Démographie médicale : vers une baisse de la densité médicale à l'horizon 2030 ?

Avec 208.000 médecins en exercice au 1er janvier 2007, la densité médicale a peut-être atteint son apogée. C'est ce que laisse entendre une étude prospective de la direction de la recherche, des études, de l'évaluation et des statistiques (Drees) des ministères sociaux. En dépit d'une population plus nombreuse et plus âgée, le nombre de médecins devrait en effet décroître dans les prochaines années.

Alors que l'Assemblée nationale a repris, le 2 mars, l'examen du projet de la loi HPST, ces conclusions devraient contribuer à alimenter un débat qui s'annonce animé.

Intitulée "La démographie médicale à l'horizon 2030 : de nouvelles projections nationales et régionales", l'étude passe en revue quatre scénarios :

  • un de référence, reposant sur un maintien à long terme des choix individuels des médecins,
  • 3 destinés à apprécier l'impact de mesures d'ajustement alternatives.

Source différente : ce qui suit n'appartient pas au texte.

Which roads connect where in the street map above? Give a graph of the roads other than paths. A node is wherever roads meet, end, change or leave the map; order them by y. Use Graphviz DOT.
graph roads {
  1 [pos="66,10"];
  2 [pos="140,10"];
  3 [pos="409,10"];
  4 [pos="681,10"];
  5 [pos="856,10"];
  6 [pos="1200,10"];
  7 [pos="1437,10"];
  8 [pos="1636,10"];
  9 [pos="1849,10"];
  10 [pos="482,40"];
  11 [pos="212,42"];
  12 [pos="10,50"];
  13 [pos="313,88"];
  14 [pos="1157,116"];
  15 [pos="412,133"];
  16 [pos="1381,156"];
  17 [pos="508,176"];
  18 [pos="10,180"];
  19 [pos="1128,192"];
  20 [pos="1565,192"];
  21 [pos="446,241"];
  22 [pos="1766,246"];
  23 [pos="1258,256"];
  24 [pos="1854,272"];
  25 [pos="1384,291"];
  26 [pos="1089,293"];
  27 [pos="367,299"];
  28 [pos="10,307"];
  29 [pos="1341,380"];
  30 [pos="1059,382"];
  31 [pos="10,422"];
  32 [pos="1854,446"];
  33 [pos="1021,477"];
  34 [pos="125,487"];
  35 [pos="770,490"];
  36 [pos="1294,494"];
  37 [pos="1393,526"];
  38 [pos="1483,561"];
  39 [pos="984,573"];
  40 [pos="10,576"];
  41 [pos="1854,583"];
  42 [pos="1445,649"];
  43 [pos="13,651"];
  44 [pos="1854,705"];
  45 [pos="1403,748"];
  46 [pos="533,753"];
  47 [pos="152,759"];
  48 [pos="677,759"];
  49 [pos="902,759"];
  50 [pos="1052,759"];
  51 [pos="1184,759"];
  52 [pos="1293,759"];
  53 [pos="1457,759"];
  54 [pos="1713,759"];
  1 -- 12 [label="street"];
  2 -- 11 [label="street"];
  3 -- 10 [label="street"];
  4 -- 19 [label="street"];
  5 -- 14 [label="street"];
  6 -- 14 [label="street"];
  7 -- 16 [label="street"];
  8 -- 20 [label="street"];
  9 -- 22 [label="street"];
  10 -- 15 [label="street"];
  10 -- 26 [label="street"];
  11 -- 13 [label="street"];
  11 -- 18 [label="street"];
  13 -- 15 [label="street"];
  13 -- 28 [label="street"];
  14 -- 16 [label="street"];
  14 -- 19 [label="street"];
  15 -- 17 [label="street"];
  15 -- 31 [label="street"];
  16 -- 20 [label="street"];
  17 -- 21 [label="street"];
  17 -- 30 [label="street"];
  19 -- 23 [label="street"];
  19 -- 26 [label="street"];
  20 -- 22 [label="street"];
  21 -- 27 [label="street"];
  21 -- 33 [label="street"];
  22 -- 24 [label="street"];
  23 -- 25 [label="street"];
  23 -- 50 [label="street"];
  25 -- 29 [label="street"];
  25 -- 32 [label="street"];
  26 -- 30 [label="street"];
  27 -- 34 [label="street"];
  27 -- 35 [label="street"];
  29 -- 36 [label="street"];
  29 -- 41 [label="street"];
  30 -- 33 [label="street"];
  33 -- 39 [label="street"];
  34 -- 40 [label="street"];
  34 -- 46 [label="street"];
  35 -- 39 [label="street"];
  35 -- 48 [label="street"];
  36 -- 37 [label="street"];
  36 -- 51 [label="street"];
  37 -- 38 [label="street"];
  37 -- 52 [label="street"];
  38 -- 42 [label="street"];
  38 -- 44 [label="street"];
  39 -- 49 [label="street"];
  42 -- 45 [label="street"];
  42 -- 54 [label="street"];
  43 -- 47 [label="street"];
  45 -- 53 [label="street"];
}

Le scénario tendanciel montre qu'en dépit d'un important relèvement du numerus clausus à hauteur de 8.000 étudiants jusqu'en 2011, le nombre de médecins actifs devrait baisser de près de 10% dans les prochaines années. Il ne retrouverait son niveau actuel qu'aux environs de 2030...Cette tendance générale recouvre toutefois des évolutions très contrastées. La baisse sera ainsi plus marquée pour les spécialistes que pour les généralistes. En 2030, le nombre de spécialistes devrait être inférieur de 2,7% à son niveau de 2006 alors que celui des omnipraticiens progresserait très légèrement de 0,6%. De ce fait, le nombre de ces derniers serait supérieur de 3,4% à celui des spécialistes alors que les deux catégories sont aujourd'hui à égalité. Au sein même des spécialistes, l'étude révèle de très fortes disparités : +39,9% pour les chirurgiens mais -4,9% pour les anesthésistes réanimateurs, +47,4% pour les neurologues et +46,8% pour les médecins de santé publique…

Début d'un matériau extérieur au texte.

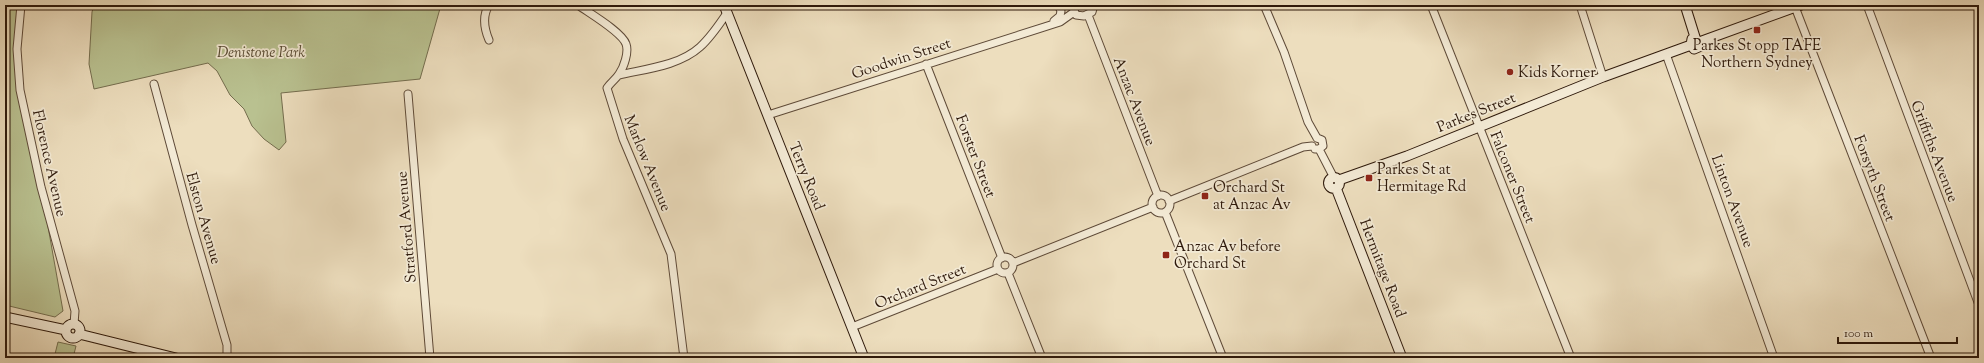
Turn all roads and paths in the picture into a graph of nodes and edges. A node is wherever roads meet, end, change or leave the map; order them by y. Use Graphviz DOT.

Ces évolutions auraient pour effet de modifier les inégalités régionales sans les réduire pour autant. Sous l'effet conjugué de l'évolution démographique et de celle du nombre de médecins, la densité médicale chuterait ainsi fortement en Corse (-35%), en Languedoc-Roussillon (-30%), en Ile-de-France (-26%), en Provence-Alpes-Côte d'Azur (-26%) et en Midi-Pyrénées (-22%). Au contraire, elle croîtrait au contraire de 10 à 16% en Poitou-Charentes, Franche-Comté, Basse-Normandie, Bretagne, Auvergne et Lorraine. Autre tendance ; une concentration de l'activité médicale dans les pôles urbains avec CHU (54,3% des effectifs aujourd'hui).